She bowed with a smile that shone of something more than mere appreciation of the compliment. And then I uttered in the simplest possible accents: "It's really a pity that there is the chasm of race between us. Otherwise I don't see why we couldn't be happy together."
I was in an adventurous mood and ready, even eager, to marry her. But her answer was a laugh, as if she took it for a joke; and, though I seemed to sense intimacy and encouragement in that laugh, it gave me pause. I felt on the brink of a fatal blunder, and I escaped before it was too late.
"But then," I hastened to add, "real happiness in a case like this is perhaps not the rule, but the exception. That chasm continues to yawn throughout the couple's married life, I suppose."

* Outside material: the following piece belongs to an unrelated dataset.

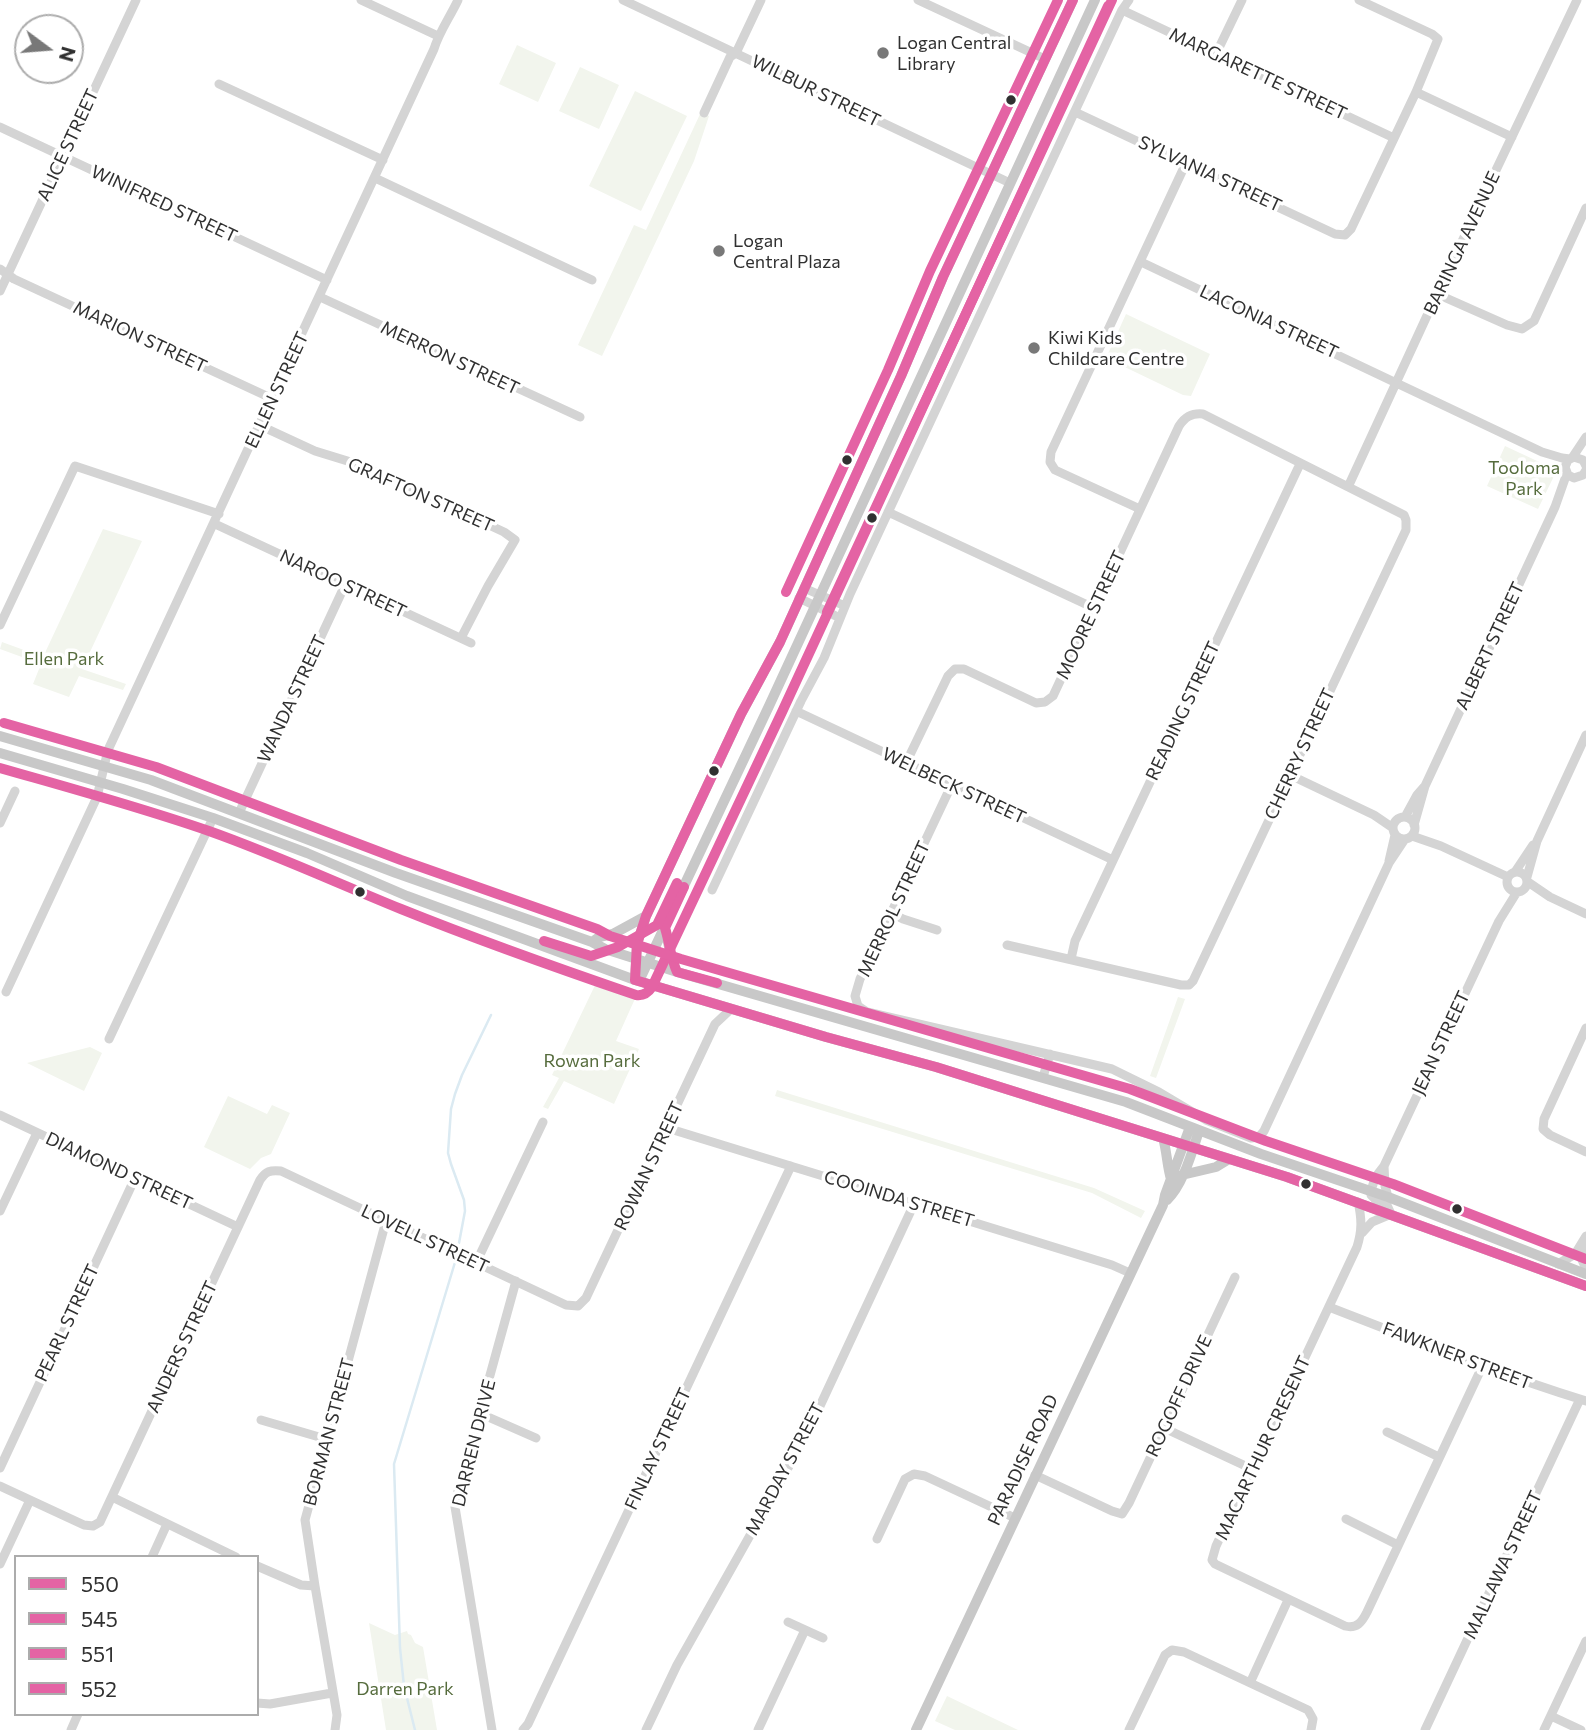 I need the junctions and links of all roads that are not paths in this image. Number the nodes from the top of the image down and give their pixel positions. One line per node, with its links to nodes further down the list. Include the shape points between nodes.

"That's an interesting point of view," she said, a non-committal smile on her lips
She tactfully forbore to take up the discussion, and I soon dropped the subject. We remained friends
It was this woman who got me interested in good, modern fiction. The books she selected for me interested me greatly. Then it was that the remarks I had heard from Moissey Tevkin came to my mind. They were illuminating
Most of the people at my hotel are German-American Jews. I know other Jews of this class. I contribute to their charity institutions. Though an atheist, I belong to one of their synagogues. Nor can I plead the special feeling which had partly accounted for my visits at the synagogue of the Sons of Antomir while I was engaged to Kaplan's daughter. I am a member of that synagogue chiefly because it is a fashionable synagogue. I often convict myself of currying favor with the German Jews. But then German-American Jews curry favor with Portuguese-American Jews, just as we all curry favor with Gentiles and as American Gentiles curry favor with the aristocracy of Europe
I often long for a heart-to-heart talk with some of the people of my birthplace. I have tried to revive my old friendships with some of them, but they are mostly poor and my prosperity stands between us in many ways
Sometimes when I am alone in my beautiful apartments, brooding over these things and nursing my loneliness, I say to myself: "There are cases when success is a tragedy."
There are moments when I regret my whole career, when my very success seems to be a mistake.